To be clear, mentoring is beneficial in many contexts. I’m not anti-mentoring! Mentoring has great merit! But Jesus did something different. Jesus made disciples.

When Jesus taught about fishing he said, “Come follow me and I will make you fishers of men” (Matthew 4:19). Jesus didn’t come to help them do better what they were already doing, He came to alter the very purpose of their lives. Jesus’ essential message is to follow Him, to become like Him, to trade in our purpose for His purpose, to exchange the temporal for the eternal.

Disciplemaking is very different from mentoring in at least four ways:

1. A disciplemaking relationship must be holistic. It’s not limited to a slice of life or specific skill but rather seeks to impact every aspect of life. It must be this way because who we are impacts everything: our attitudes, thoughts, words, and actions.

2. The discipler puts herself forward as the model. She echoes what Paul said in 1 Corinthians 11:1, “Follow my example as I follow the example of Christ.” She doesn’t say, “Be who I used to be,” or “Do what I used to do,” but rather “Be who I am. Do what I do.” This requires the discipler to be mature enough to live a life worthy of reproduction and humble enough to share where she falls short. This posture is risky because a discipler offers herself and may be rejected. If a mentor’s knowledge or experience is rejected it doesn’t create such personal wounding.

3. Disciplemakers play both offense and defense. On the offensive side, they have a destination in mind. They have an agenda that’s known and agreed upon. A disciplemaker intentionally looks at the needs of those he disciples and develops a plan to help them grow. Many times the person being discipled doesn’t see these needs, so it’s the job of the discipler to help him develop vision. Like a mentor, the disciplemaker also plays defense, but he doesn’t let it take over the process. (I wrote more about offense and defense here.)

4. Disciplemaking is generational. One of the primary reasons Jesus wanted to help the disciples was so that they would “fish for men.” In other words, He helped them so they’d help others. The focus didn’t end with them! Jesus was focused on multiplication, not addition. In fact, the success of disciplemaking relationships should be measured by whether the disciples go on to disciple others who then go on to disciple others. I often tell guys I’m discipling that I haven’t made a disciple until they have made a disciple. The fruit disciples are to bear is other disciples.

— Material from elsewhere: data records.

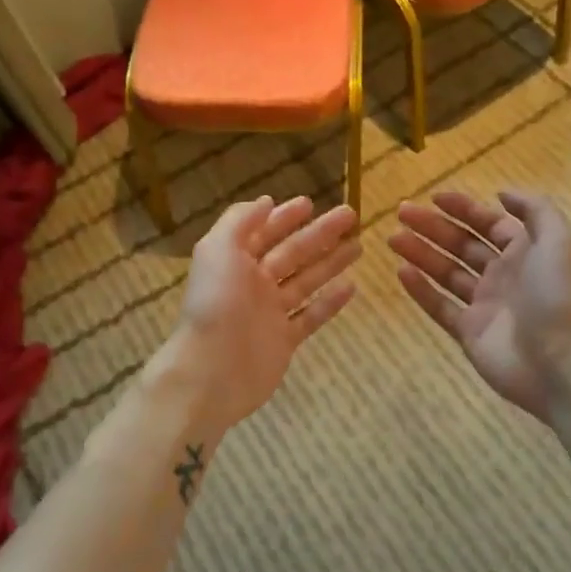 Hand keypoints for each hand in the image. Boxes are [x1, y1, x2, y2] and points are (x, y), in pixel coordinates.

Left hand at [158, 195, 359, 437]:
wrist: (211, 370)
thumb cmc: (215, 303)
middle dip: (319, 233)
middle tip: (350, 215)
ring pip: (306, 281)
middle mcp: (254, 283)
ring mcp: (270, 313)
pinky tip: (351, 286)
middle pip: (292, 252)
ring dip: (331, 262)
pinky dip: (330, 302)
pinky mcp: (285, 340)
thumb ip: (240, 221)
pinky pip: (311, 316)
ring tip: (358, 245)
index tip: (310, 202)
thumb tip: (266, 201)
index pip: (264, 232)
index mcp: (235, 261)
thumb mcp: (218, 249)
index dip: (285, 217)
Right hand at [390, 189, 570, 421]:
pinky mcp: (469, 333)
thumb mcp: (558, 240)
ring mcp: (484, 305)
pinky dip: (420, 289)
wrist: (560, 364)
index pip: (489, 224)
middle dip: (433, 227)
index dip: (463, 208)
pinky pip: (439, 306)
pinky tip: (401, 271)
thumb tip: (501, 193)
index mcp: (525, 252)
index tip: (433, 197)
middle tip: (402, 213)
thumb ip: (534, 209)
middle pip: (462, 245)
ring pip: (446, 272)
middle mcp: (503, 275)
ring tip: (393, 238)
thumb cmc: (557, 296)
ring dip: (420, 253) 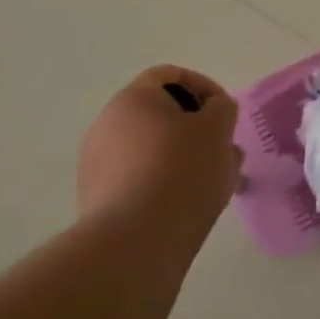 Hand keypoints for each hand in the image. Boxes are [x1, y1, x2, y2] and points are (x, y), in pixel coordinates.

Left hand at [77, 65, 240, 228]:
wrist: (135, 243)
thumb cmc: (182, 170)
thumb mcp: (219, 128)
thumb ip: (222, 108)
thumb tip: (213, 112)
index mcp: (133, 99)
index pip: (169, 75)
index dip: (202, 86)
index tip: (224, 111)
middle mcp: (106, 124)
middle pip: (157, 113)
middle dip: (193, 126)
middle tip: (220, 146)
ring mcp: (95, 164)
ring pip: (148, 148)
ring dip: (180, 156)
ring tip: (210, 180)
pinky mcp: (95, 200)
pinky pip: (136, 178)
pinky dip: (162, 182)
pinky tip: (185, 203) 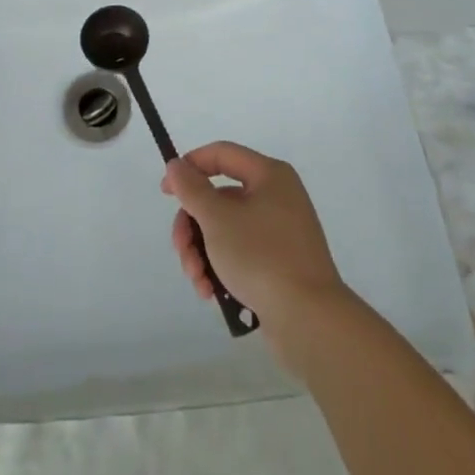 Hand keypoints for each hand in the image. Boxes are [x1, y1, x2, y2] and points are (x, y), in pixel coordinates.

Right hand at [163, 142, 351, 375]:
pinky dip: (222, 268)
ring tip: (198, 282)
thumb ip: (192, 189)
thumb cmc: (261, 257)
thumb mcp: (218, 218)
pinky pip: (242, 253)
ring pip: (227, 229)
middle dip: (193, 227)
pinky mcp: (281, 263)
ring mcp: (281, 232)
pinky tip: (212, 293)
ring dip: (203, 253)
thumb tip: (176, 165)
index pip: (222, 154)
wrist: (309, 320)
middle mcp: (278, 197)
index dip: (190, 166)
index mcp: (269, 175)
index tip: (165, 192)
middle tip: (182, 253)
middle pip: (220, 198) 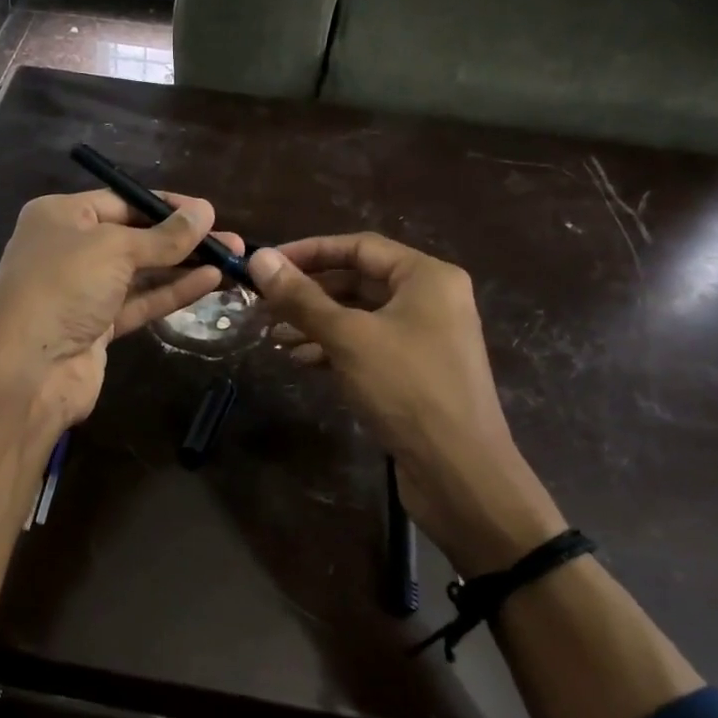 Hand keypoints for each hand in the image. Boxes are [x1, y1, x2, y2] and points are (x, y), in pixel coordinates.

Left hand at [0, 189, 243, 433]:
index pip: (122, 201)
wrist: (27, 369)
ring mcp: (83, 291)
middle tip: (231, 241)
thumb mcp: (115, 249)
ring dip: (184, 267)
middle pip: (135, 237)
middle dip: (182, 239)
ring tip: (231, 260)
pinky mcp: (97, 327)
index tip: (209, 212)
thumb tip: (206, 212)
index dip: (167, 206)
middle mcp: (69, 249)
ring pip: (141, 273)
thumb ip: (163, 236)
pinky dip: (172, 293)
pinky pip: (140, 302)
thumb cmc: (63, 287)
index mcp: (61, 216)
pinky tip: (210, 282)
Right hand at [249, 234, 567, 575]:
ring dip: (316, 322)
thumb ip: (301, 298)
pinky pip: (368, 346)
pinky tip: (301, 360)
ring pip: (360, 316)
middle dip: (309, 292)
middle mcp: (430, 299)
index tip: (266, 265)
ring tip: (274, 335)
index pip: (359, 246)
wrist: (458, 471)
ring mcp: (424, 337)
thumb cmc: (406, 389)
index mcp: (426, 277)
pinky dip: (334, 349)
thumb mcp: (348, 338)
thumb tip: (258, 258)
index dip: (309, 251)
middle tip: (263, 303)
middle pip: (358, 280)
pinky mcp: (414, 372) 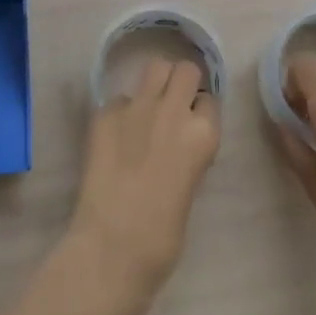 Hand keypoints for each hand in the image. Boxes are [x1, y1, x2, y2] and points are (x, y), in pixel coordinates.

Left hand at [66, 57, 220, 314]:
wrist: (112, 247)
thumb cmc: (162, 236)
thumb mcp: (191, 186)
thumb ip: (189, 152)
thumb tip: (179, 140)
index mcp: (203, 135)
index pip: (210, 100)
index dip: (200, 111)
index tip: (192, 125)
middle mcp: (173, 110)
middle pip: (185, 70)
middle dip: (182, 83)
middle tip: (172, 106)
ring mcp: (137, 107)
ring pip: (155, 67)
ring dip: (156, 83)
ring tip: (148, 108)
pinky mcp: (105, 113)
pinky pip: (120, 98)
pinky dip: (122, 111)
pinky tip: (116, 135) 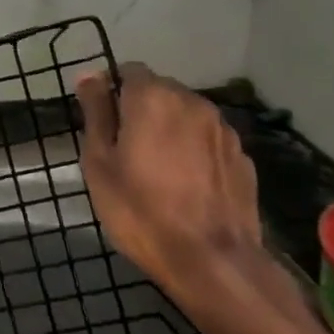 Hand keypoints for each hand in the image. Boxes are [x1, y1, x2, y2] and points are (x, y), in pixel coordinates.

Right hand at [75, 62, 263, 310]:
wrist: (212, 262)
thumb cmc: (139, 209)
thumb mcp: (99, 161)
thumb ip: (96, 113)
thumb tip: (90, 77)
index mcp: (153, 97)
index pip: (128, 71)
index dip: (111, 91)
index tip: (101, 122)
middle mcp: (192, 102)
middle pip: (159, 91)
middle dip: (140, 109)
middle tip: (124, 149)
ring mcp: (223, 130)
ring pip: (186, 115)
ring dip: (169, 128)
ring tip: (157, 168)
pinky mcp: (243, 158)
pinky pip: (208, 141)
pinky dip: (193, 150)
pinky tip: (186, 184) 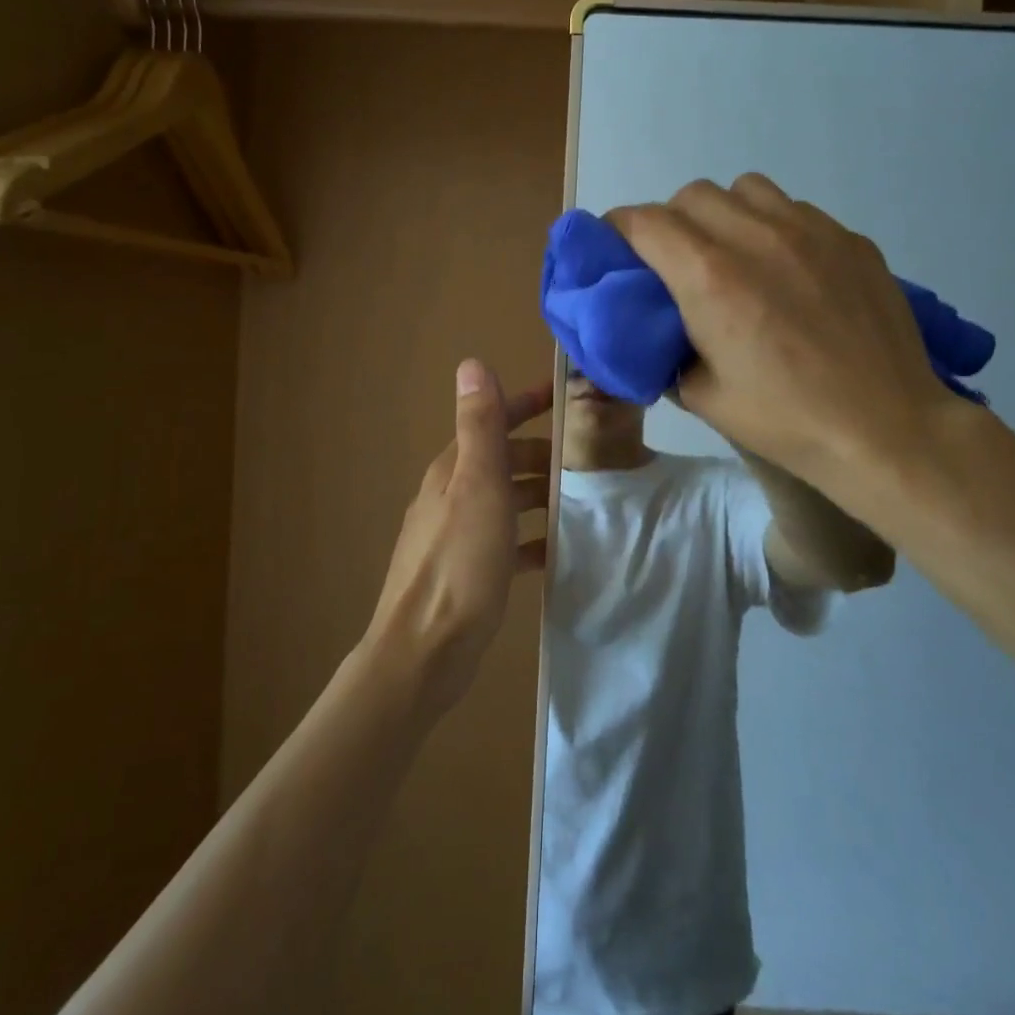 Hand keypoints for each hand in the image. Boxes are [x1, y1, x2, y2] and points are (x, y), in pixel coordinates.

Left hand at [362, 361, 551, 718]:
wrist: (424, 652)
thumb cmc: (459, 563)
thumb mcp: (477, 486)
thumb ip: (479, 426)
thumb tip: (472, 362)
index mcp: (453, 470)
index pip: (492, 421)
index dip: (526, 404)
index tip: (567, 398)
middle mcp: (452, 495)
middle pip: (503, 460)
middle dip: (543, 453)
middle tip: (591, 459)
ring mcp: (458, 535)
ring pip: (507, 500)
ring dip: (541, 494)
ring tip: (585, 501)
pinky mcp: (469, 571)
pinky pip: (507, 542)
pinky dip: (531, 537)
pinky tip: (557, 550)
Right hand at [608, 174, 965, 504]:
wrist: (885, 428)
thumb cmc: (785, 420)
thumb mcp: (703, 397)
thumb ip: (669, 352)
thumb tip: (661, 335)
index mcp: (710, 277)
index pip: (645, 221)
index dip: (619, 230)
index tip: (616, 250)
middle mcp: (756, 236)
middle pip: (692, 195)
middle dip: (670, 222)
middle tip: (675, 264)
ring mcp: (811, 230)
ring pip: (746, 189)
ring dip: (723, 214)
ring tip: (733, 256)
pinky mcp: (850, 239)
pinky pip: (795, 210)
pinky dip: (773, 227)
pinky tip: (788, 272) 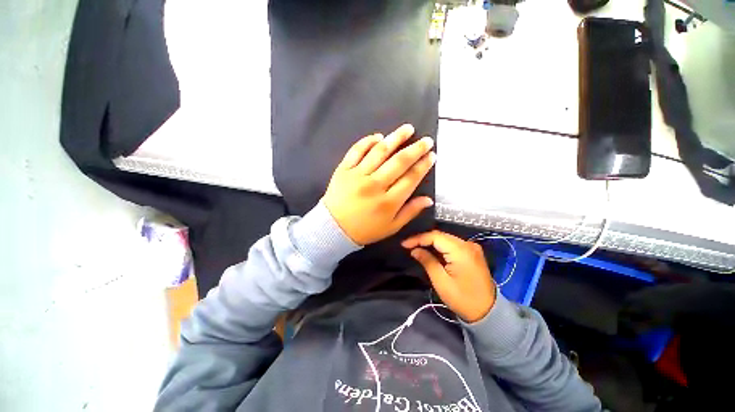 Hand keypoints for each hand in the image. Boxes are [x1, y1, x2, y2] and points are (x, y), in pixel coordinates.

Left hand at [323, 124, 435, 245]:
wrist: (333, 228)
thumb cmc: (365, 230)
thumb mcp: (391, 227)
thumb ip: (410, 212)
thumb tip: (429, 200)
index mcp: (388, 202)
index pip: (411, 178)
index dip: (423, 165)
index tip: (432, 155)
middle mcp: (375, 185)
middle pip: (399, 162)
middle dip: (416, 149)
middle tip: (426, 140)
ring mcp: (358, 175)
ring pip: (380, 151)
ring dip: (395, 138)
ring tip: (407, 129)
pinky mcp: (344, 169)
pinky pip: (356, 150)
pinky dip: (368, 141)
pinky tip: (379, 136)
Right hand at [402, 231, 496, 322]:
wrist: (487, 312)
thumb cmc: (462, 299)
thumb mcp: (441, 281)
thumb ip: (427, 261)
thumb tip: (414, 250)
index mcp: (461, 250)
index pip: (435, 236)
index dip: (418, 238)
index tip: (404, 244)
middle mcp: (468, 244)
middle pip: (441, 235)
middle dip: (423, 239)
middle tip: (408, 245)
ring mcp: (472, 247)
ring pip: (446, 239)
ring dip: (430, 242)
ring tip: (416, 247)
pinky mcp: (472, 252)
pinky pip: (452, 244)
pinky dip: (440, 247)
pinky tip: (430, 250)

Do you see the difference? Disciplemaking and mentoring are not the same. This is essential for us to understand because many good-hearted Christians end up making mentors, not disciples. Again, mentoring is good, admirable, and beneficial. But it doesn’t go far enough. It doesn’t demand enough from either side of the relationship. Disciplemaking demands that both lay down their lives and in faith trust God to produce many.